Work order — Pictures must be kept out of the copy. Every entry is to be duplicated exactly.

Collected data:

-=-=-

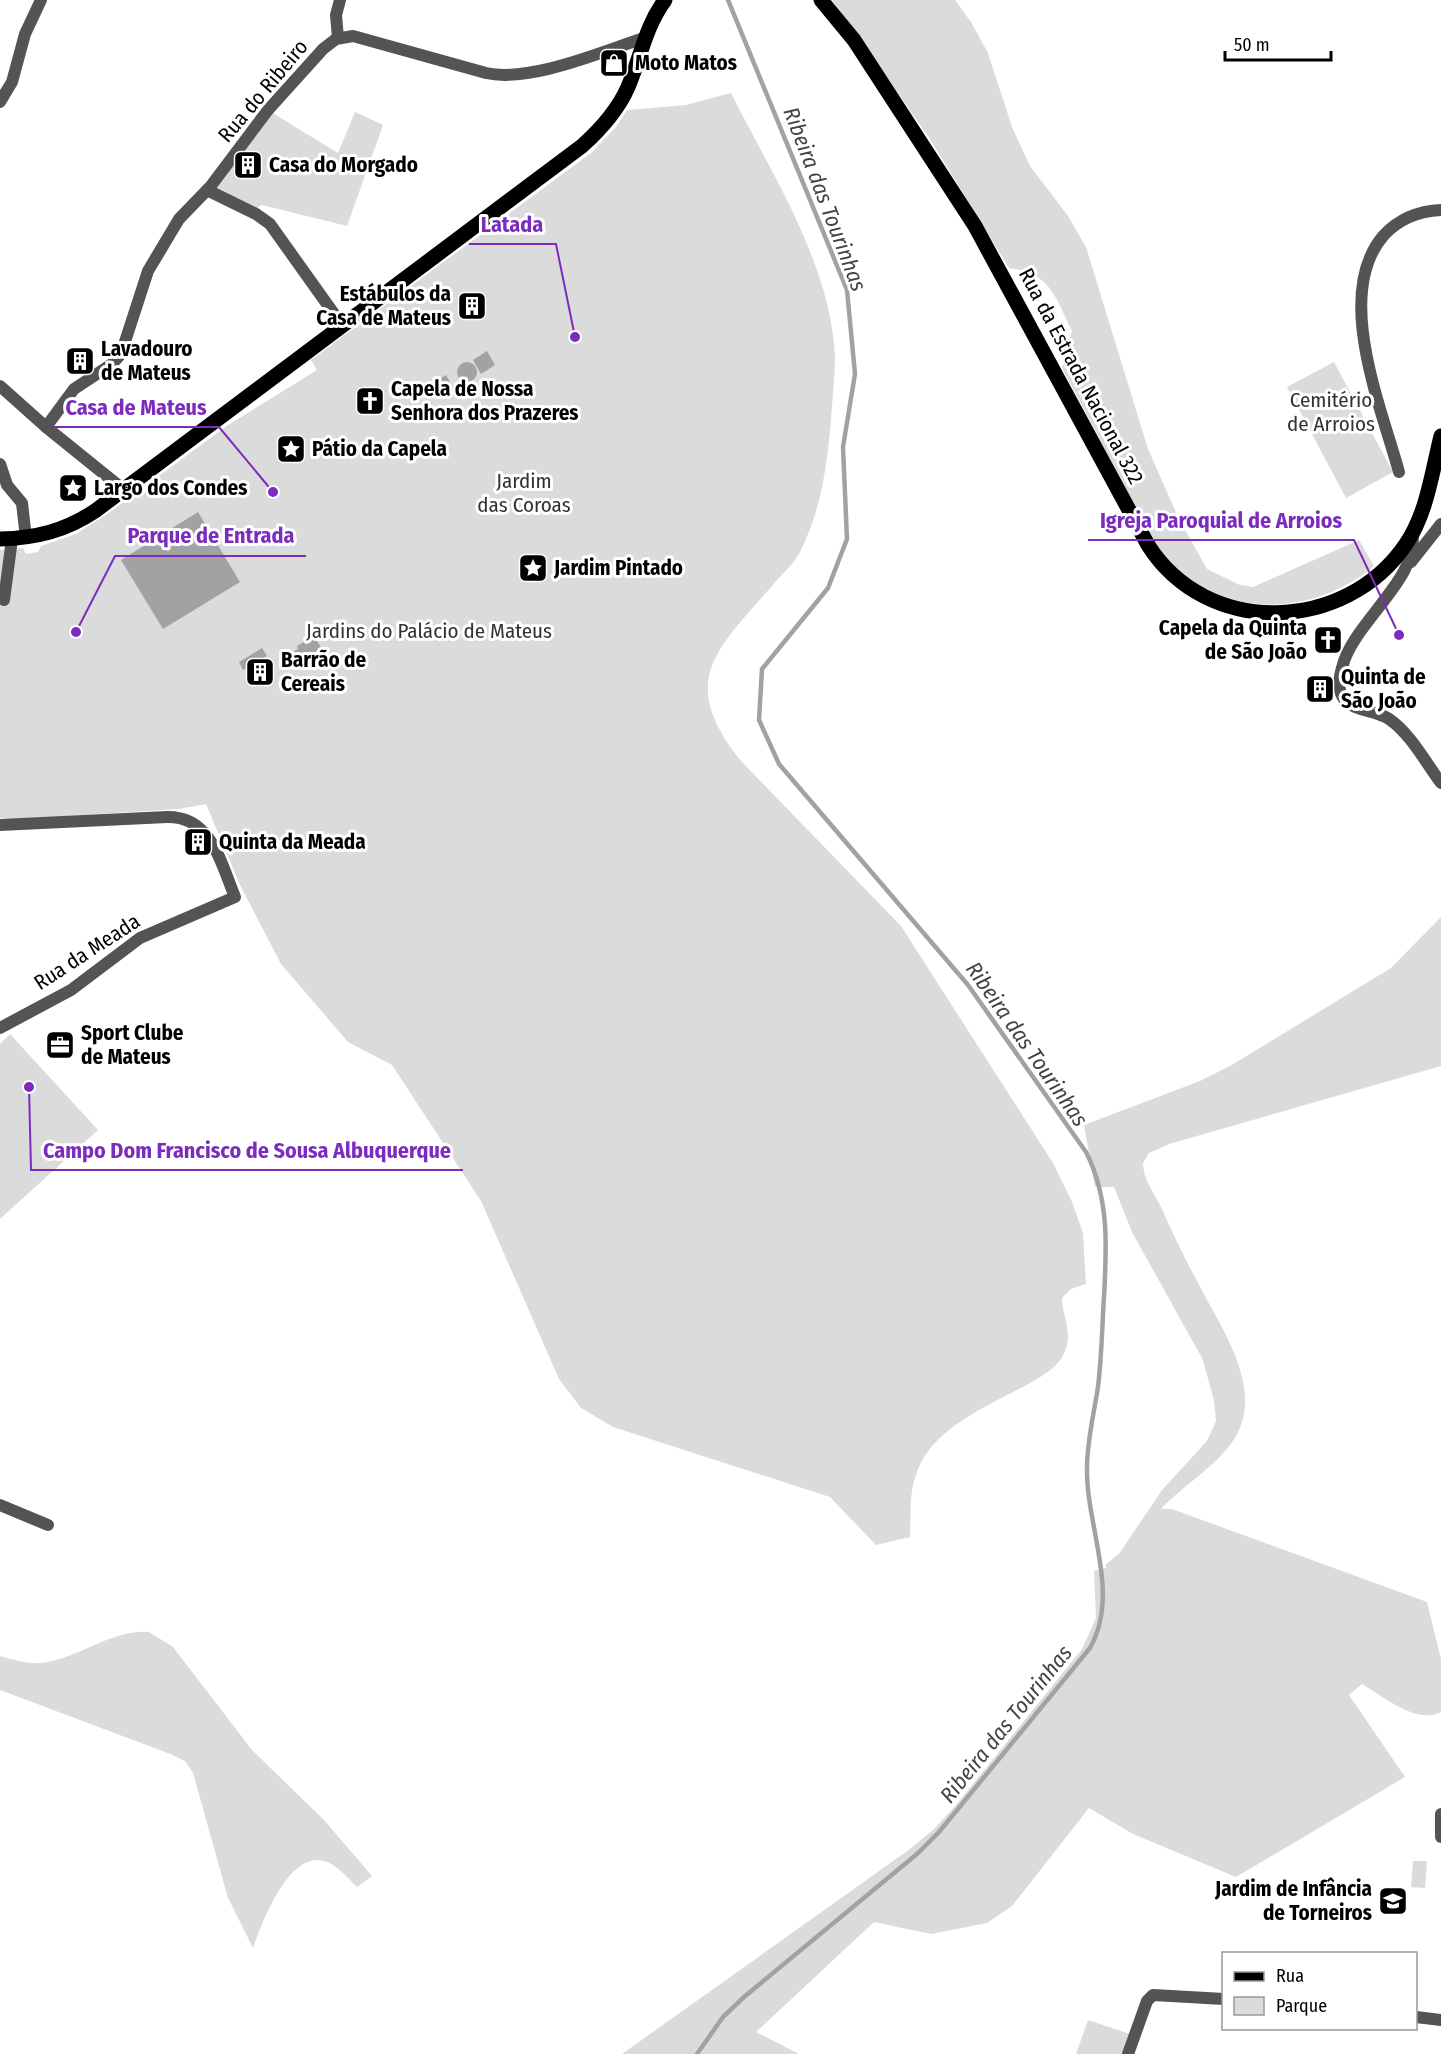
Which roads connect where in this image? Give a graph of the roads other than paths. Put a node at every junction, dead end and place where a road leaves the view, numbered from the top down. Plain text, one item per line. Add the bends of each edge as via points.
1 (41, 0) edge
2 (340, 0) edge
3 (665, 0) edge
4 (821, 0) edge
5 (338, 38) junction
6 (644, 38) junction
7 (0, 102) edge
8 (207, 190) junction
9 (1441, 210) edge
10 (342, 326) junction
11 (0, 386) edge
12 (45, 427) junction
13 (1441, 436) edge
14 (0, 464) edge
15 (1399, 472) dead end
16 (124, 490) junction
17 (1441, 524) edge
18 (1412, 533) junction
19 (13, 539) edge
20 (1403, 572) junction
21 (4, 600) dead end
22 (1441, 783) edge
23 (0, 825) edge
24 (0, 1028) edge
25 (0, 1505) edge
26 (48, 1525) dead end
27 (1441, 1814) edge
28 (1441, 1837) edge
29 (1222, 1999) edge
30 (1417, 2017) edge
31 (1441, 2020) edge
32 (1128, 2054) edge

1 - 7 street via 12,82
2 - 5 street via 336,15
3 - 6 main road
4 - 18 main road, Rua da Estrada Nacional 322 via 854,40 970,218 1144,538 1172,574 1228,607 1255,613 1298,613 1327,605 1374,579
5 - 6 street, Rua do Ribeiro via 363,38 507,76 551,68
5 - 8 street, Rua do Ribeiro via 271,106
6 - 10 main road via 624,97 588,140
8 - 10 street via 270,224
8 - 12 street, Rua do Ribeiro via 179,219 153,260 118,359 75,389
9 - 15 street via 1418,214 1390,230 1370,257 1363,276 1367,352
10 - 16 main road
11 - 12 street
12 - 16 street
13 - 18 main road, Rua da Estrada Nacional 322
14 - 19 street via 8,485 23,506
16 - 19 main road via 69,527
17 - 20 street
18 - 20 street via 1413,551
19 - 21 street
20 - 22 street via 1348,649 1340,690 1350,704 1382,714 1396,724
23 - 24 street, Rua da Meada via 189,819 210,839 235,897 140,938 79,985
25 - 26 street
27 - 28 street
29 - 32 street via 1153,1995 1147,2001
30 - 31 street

-=-=-

Answer box —
Which roads connect where in this image? Give a graph of the roads other than paths. Put a node at every junction, dead end and place where a road leaves the view, numbered from the top down. Plain text, one item per line. Add the bends of each edge as via points.
1 (41, 0) edge
2 (340, 0) edge
3 (665, 0) edge
4 (821, 0) edge
5 (338, 38) junction
6 (644, 38) junction
7 (0, 102) edge
8 (207, 190) junction
9 (1441, 210) edge
10 (342, 326) junction
11 (0, 386) edge
12 (45, 427) junction
13 (1441, 436) edge
14 (0, 464) edge
15 (1399, 472) dead end
16 (124, 490) junction
17 (1441, 524) edge
18 (1412, 533) junction
19 (13, 539) edge
20 (1403, 572) junction
21 (4, 600) dead end
22 (1441, 783) edge
23 (0, 825) edge
24 (0, 1028) edge
25 (0, 1505) edge
26 (48, 1525) dead end
27 (1441, 1814) edge
28 (1441, 1837) edge
29 (1222, 1999) edge
30 (1417, 2017) edge
31 (1441, 2020) edge
32 (1128, 2054) edge

1 - 7 street via 12,82
2 - 5 street via 336,15
3 - 6 main road
4 - 18 main road, Rua da Estrada Nacional 322 via 854,40 970,218 1144,538 1172,574 1228,607 1255,613 1298,613 1327,605 1374,579
5 - 6 street, Rua do Ribeiro via 363,38 507,76 551,68
5 - 8 street, Rua do Ribeiro via 271,106
6 - 10 main road via 624,97 588,140
8 - 10 street via 270,224
8 - 12 street, Rua do Ribeiro via 179,219 153,260 118,359 75,389
9 - 15 street via 1418,214 1390,230 1370,257 1363,276 1367,352
10 - 16 main road
11 - 12 street
12 - 16 street
13 - 18 main road, Rua da Estrada Nacional 322
14 - 19 street via 8,485 23,506
16 - 19 main road via 69,527
17 - 20 street
18 - 20 street via 1413,551
19 - 21 street
20 - 22 street via 1348,649 1340,690 1350,704 1382,714 1396,724
23 - 24 street, Rua da Meada via 189,819 210,839 235,897 140,938 79,985
25 - 26 street
27 - 28 street
29 - 32 street via 1153,1995 1147,2001
30 - 31 street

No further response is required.